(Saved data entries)
════════════════════
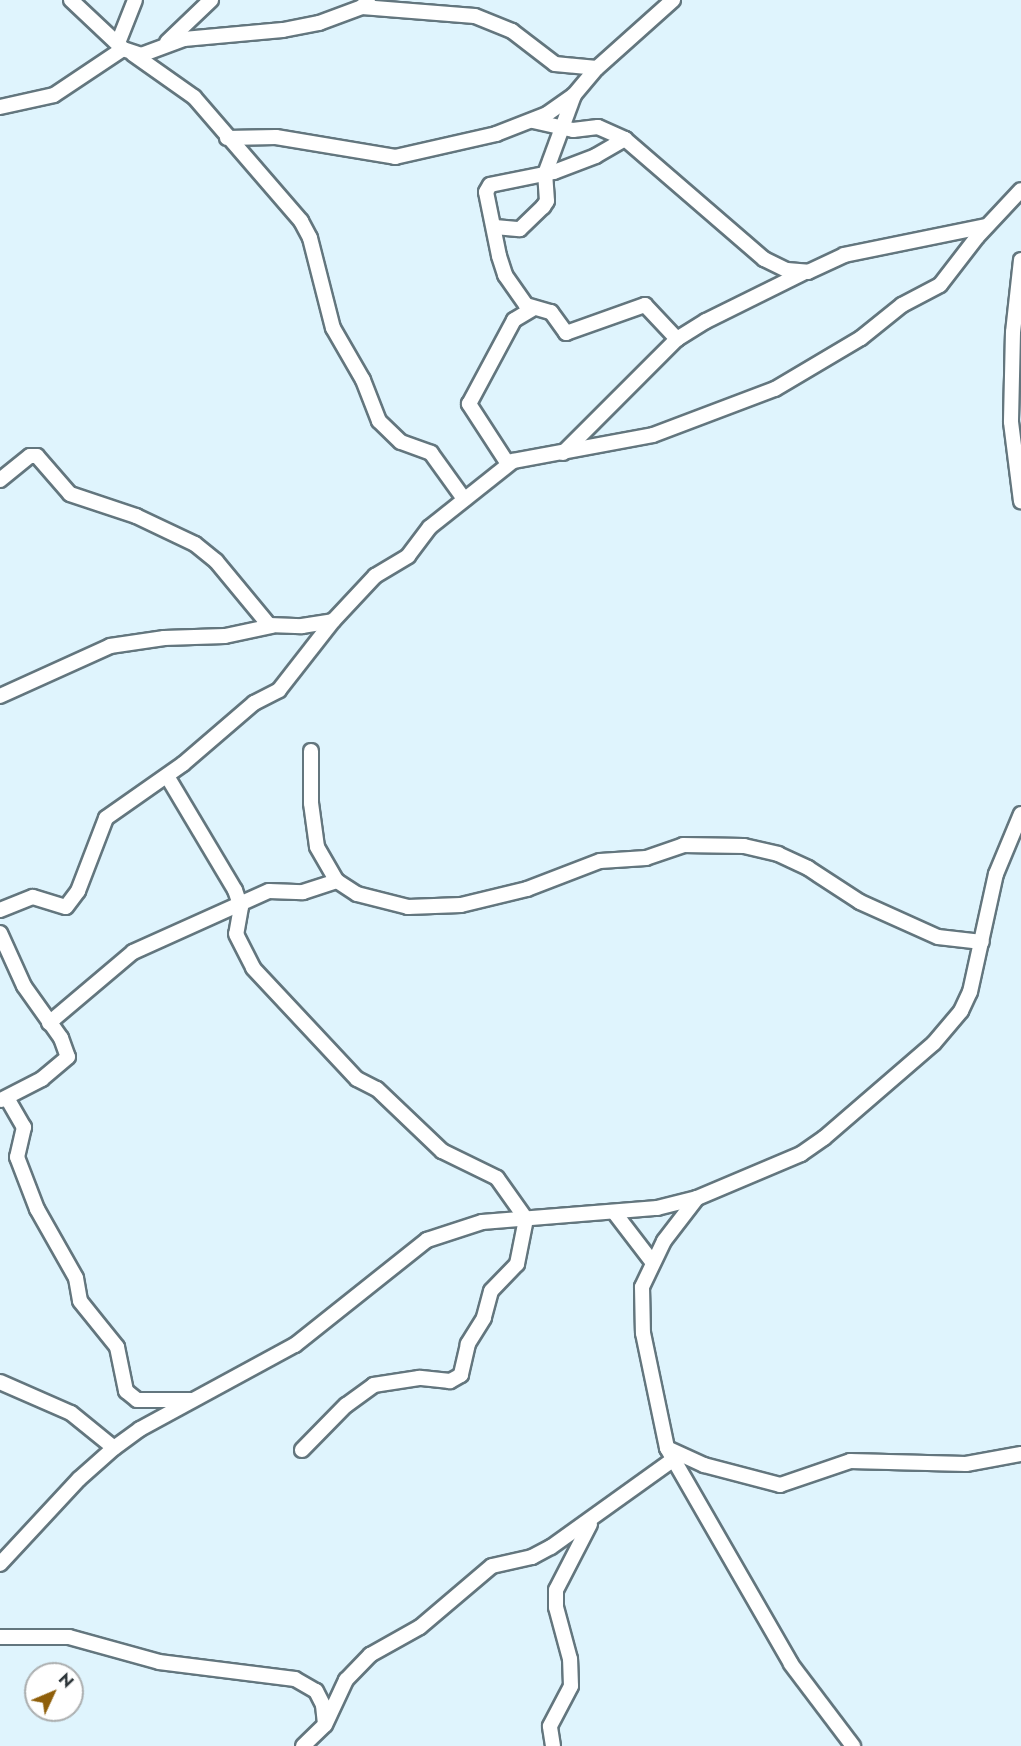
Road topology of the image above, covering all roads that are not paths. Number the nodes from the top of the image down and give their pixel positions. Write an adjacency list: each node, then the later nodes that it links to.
1 (71, 0): 7 (street)
2 (135, 0): 7 (street)
3 (211, 0): 6 (street)
4 (673, 0): 8 (street)
5 (365, 3): 6 (street); 8 (street)
6 (164, 46): 7 (street)
7 (125, 49): 10 (street); 13 (street)
8 (597, 68): 9 (street)
9 (574, 95): 11 (street); 12 (street)
10 (0, 107)
11 (533, 121): 12 (street); 13 (street)
12 (565, 129): 14 (street); 15 (street)
13 (227, 138): 28 (street)
14 (625, 139): 15 (street); 20 (street)
15 (545, 174): 18 (street); 18 (street)
16 (1021, 190): 17 (street)
17 (986, 226): 21 (street); 25 (street)
18 (495, 227): 23 (street)
19 (1021, 260): 29 (street)
20 (778, 267): 21 (street); 22 (street)
21 (803, 273): 22 (street)
22 (784, 284): 24 (street)
23 (532, 309): 24 (street); 26 (street)
24 (677, 339): 25 (street)
25 (563, 453): 26 (street)
26 (508, 464): 28 (street)
27 (0, 480): 31 (street)
28 (464, 499): 30 (street)
29 (1021, 501)
30 (333, 621): 31 (street); 34 (street)
31 (272, 626): 32 (street)
32 (0, 696)
33 (310, 752): 36 (street)
34 (167, 776): 37 (street); 38 (street)
35 (1021, 814): 40 (street)
36 (337, 881): 37 (street); 40 (street)
37 (241, 907): 41 (street); 45 (street)
38 (0, 910)
39 (0, 933): 41 (street)
40 (982, 942): 43 (street)
41 (49, 1023): 42 (street)
42 (3, 1099): 48 (street)
43 (697, 1198): 44 (street); 46 (street)
44 (614, 1212): 45 (street); 46 (street)
45 (526, 1219): 48 (street); 50 (street)
46 (653, 1263): 51 (street)
47 (0, 1382): 49 (street)
48 (192, 1400): 49 (street)
49 (114, 1448): 54 (street)
50 (303, 1450)
51 (670, 1453): 52 (street); 53 (street); 59 (street)
52 (1021, 1454)
53 (594, 1517): 56 (street); 58 (street)
54 (0, 1564)
55 (0, 1636): 56 (street)
56 (325, 1725): 57 (street)
57 (303, 1746)
58 (553, 1746)
59 (853, 1746)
════════════════════
Aim of the task: Copy all the entries word for word. Omit any pictures.

Solution for this exercise:
Road topology of the image above, covering all roads that are not paths. Number the nodes from the top of the image down and give their pixel positions. Write an adjacency list: each node, then the later nodes that it links to.
1 (71, 0): 7 (street)
2 (135, 0): 7 (street)
3 (211, 0): 6 (street)
4 (673, 0): 8 (street)
5 (365, 3): 6 (street); 8 (street)
6 (164, 46): 7 (street)
7 (125, 49): 10 (street); 13 (street)
8 (597, 68): 9 (street)
9 (574, 95): 11 (street); 12 (street)
10 (0, 107)
11 (533, 121): 12 (street); 13 (street)
12 (565, 129): 14 (street); 15 (street)
13 (227, 138): 28 (street)
14 (625, 139): 15 (street); 20 (street)
15 (545, 174): 18 (street); 18 (street)
16 (1021, 190): 17 (street)
17 (986, 226): 21 (street); 25 (street)
18 (495, 227): 23 (street)
19 (1021, 260): 29 (street)
20 (778, 267): 21 (street); 22 (street)
21 (803, 273): 22 (street)
22 (784, 284): 24 (street)
23 (532, 309): 24 (street); 26 (street)
24 (677, 339): 25 (street)
25 (563, 453): 26 (street)
26 (508, 464): 28 (street)
27 (0, 480): 31 (street)
28 (464, 499): 30 (street)
29 (1021, 501)
30 (333, 621): 31 (street); 34 (street)
31 (272, 626): 32 (street)
32 (0, 696)
33 (310, 752): 36 (street)
34 (167, 776): 37 (street); 38 (street)
35 (1021, 814): 40 (street)
36 (337, 881): 37 (street); 40 (street)
37 (241, 907): 41 (street); 45 (street)
38 (0, 910)
39 (0, 933): 41 (street)
40 (982, 942): 43 (street)
41 (49, 1023): 42 (street)
42 (3, 1099): 48 (street)
43 (697, 1198): 44 (street); 46 (street)
44 (614, 1212): 45 (street); 46 (street)
45 (526, 1219): 48 (street); 50 (street)
46 (653, 1263): 51 (street)
47 (0, 1382): 49 (street)
48 (192, 1400): 49 (street)
49 (114, 1448): 54 (street)
50 (303, 1450)
51 (670, 1453): 52 (street); 53 (street); 59 (street)
52 (1021, 1454)
53 (594, 1517): 56 (street); 58 (street)
54 (0, 1564)
55 (0, 1636): 56 (street)
56 (325, 1725): 57 (street)
57 (303, 1746)
58 (553, 1746)
59 (853, 1746)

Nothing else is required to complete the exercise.